Y ahora la historia se repite. Su hijo pequeño, el màs invisible de la casa está repitiendo su historia. Se ha ido de casa a buscar lo que le falta. No es dinero lo que necesita. No son comodidades, ni tabletas, ni su iPhone ni sus auriculares inalámbricos. Todo eso lo tiene de sobra. Ahora el padre entiende lo que su hijo querido anda buscando. Se ha ido de su lado no por rebeldía ni por esos momentos emocionales en que la hija se va de la casa con un muchacho de mala pinta. No, no es sexo lo que ella busca. Lo que necesita no es llenar su almohada con alguien anodino. Lo que busca su hija, querido lector o lectora, es lo que no tiene en casa. Abrazos. Besos no sexuales. Caricias no eròticas. Palabras no blasfemas. Todo lo contrario. Su hija lo que busca son palabras de afirmación. Alguien que le diga que es bonita. Que es hermosa. Que vale oro. Alguien que le haga sentir viva. No importa la “pinta” que tenga. No importan sus aritos en la nariz o en la lengua. Tampoco sus tatuajes. Ella lo que ve y escucha son esas palabras que la hacen sentir que es alguien. Que está viva. Que vale la pena estar a su lado.
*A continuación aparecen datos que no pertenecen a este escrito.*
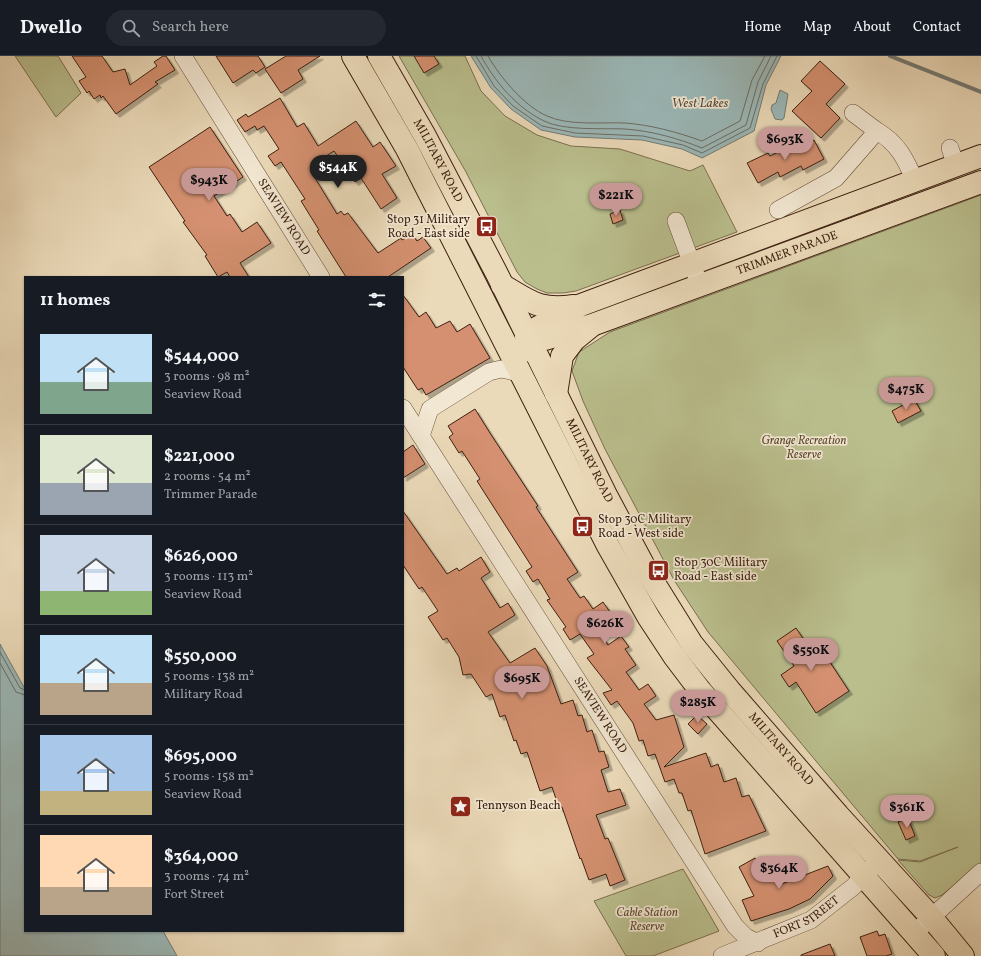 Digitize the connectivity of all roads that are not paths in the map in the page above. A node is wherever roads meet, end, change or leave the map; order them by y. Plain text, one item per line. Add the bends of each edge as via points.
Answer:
1 (183, 56) edge
2 (353, 56) edge
3 (379, 56) edge
4 (853, 113) dead end
5 (877, 131) junction
6 (981, 156) edge
7 (915, 182) junction
8 (981, 182) edge
9 (812, 191) junction
10 (778, 210) dead end
11 (822, 216) junction
12 (676, 221) dead end
13 (692, 264) junction
14 (320, 276) edge
15 (502, 285) junction
16 (700, 286) junction
17 (581, 305) junction
18 (494, 318) junction
19 (592, 325) junction
20 (528, 338) junction
21 (520, 373) junction
22 (531, 393) junction
23 (556, 394) junction
24 (404, 410) edge
25 (421, 436) junction
26 (879, 861) junction
27 (981, 872) edge
28 (864, 877) junction
29 (931, 917) junction
30 (914, 932) junction
31 (757, 950) edge
32 (722, 956) edge
33 (934, 956) edge
34 (963, 956) edge

1 - 14 street, SEAVIEW ROAD
2 - 18 main road, MILITARY ROAD via 408,149
3 - 15 main road, MILITARY ROAD via 425,136
4 - 5 street
5 - 7 street via 887,136 900,149
5 - 9 street via 836,178
6 - 7 main road, TRIMMER PARADE via 953,157
7 - 11 main road, TRIMMER PARADE
8 - 16 main road, TRIMMER PARADE
9 - 10 street
9 - 11 street, TRIMMER PARADE
11 - 13 main road, TRIMMER PARADE
12 - 13 street
13 - 16 street
13 - 17 main road, TRIMMER PARADE
15 - 17 main road, TRIMMER PARADE via 541,307 557,309
15 - 20 main road, MILITARY ROAD
16 - 19 main road, TRIMMER PARADE
17 - 20 main road, TRIMMER PARADE via 562,317 536,326
18 - 20 main road, TRIMMER PARADE via 520,336
18 - 21 main road, MILITARY ROAD
19 - 20 main road, TRIMMER PARADE via 545,339
19 - 23 main road, TRIMMER PARADE via 574,340 562,356
20 - 22 main road via 524,349 525,360 530,369
20 - 23 main road, MILITARY ROAD
21 - 22 main road, MILITARY ROAD
21 - 25 street via 501,369 489,372 430,410
22 - 28 main road, MILITARY ROAD via 608,544 649,618 674,656 730,725
23 - 26 main road, MILITARY ROAD via 646,570 692,644
24 - 25 street, SEAVIEW ROAD
25 - 31 street, SEAVIEW ROAD via 735,926
26 - 28 street, FORT STREET
26 - 29 main road, MILITARY ROAD
27 - 29 street
28 - 30 main road, MILITARY ROAD
28 - 31 street, FORT STREET via 812,920 762,940
29 - 30 street
29 - 34 main road, MILITARY ROAD
30 - 33 main road, MILITARY ROAD
31 - 32 street, FORT STREET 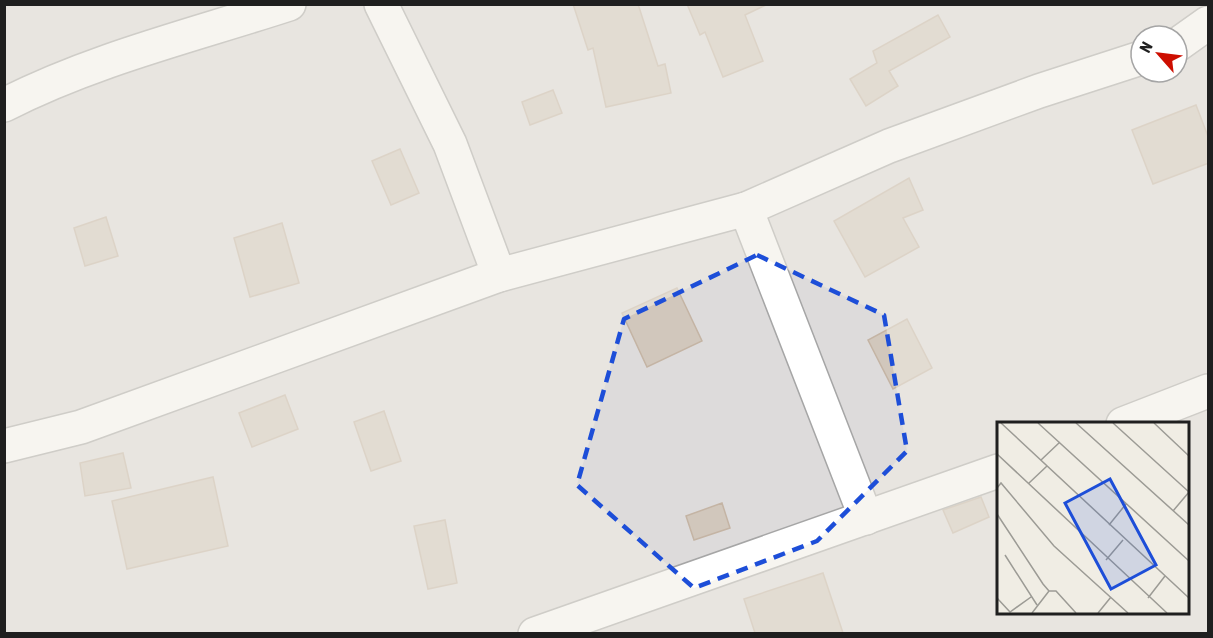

El hijo “pródigo” no es una vago. No es alguien que quiere vivir porque sí. La historia dice que buscó un trabajo. Eso quiere decir que no era un inútil. Sabìa ganarse su pan del dìa. Lo que dijo el hermano mayor no era del todo cierto. No se fue de casa para no hacer oficio porque lo sabìa hacer. Todos han estado equivocados al juzgarlo. Todos, menos el padre. Y eso motivó al padre a hacer una catarsis interna para saber en qué había fallado como tal. Y encontró las respuestas dentro de sí mismo. Su hijo salió a buscar lo que tenía perdido.

Y es cuando vemos la escena impactante del regreso a casa. El padre corre con el corazón palpitándole a mil por hora. No espera màs, necesita ir al encuentro de su pequeño. Necesita hacer algo que nunca había hecho. Porque siempre estaba trabajando. Siempre haciendo màs y màs dinero. Màs ganado vacuno. Màs insumos para sus animales. Màs toros para aumentar sus crias. Màs comida para sus bestias. Y menos amor para sus hijos. Menos tiempo para darles lo que realmente alimenta el alma de sus pequeños. Es cierto, les llenaba el estómago pero no el corazón. Y cuando ve al hijo lo primero que hace no es regañarlo. Lo vemos en la escena que magistralmente el Doctor Lucas nos narra: Lo besa. Lo abraza. Se olvida de sus vacas y sus chequeras. Ahora lo que importa es el hijo. Hacerle fiesta. Hacerle saber que importa. Que ya no es el invisible de la familia. Que antes que los toros y los chivos, èl, el hijo, vale una fortuna. Quizá el hijo le dijo: “Padre, huelo mal. Estoy sucio. No me toques”. Pero creo que el padre le dice: “Yo no vine a olerte. Vine a darte lo que yo no tuve. Vine a abrazarme a mí mismo en ti. Vine a vivir contigo lo que yo no pude vivir en mi tiempo. Vine a pedirte perdón porque nunca me enseñaron a valorar a nadie màs que al dinero. Vine a reconciliarme conmigo mismo hijo querido. Tendremos la fiesta que yo no tuve. Te haré la comida que nunca tuve y comeremos juntos. Reiremos juntos. Nos alegraremos juntos. Y a partir de hoy, estaremos juntos…” ¿Y el otro hijo? Es otra historia.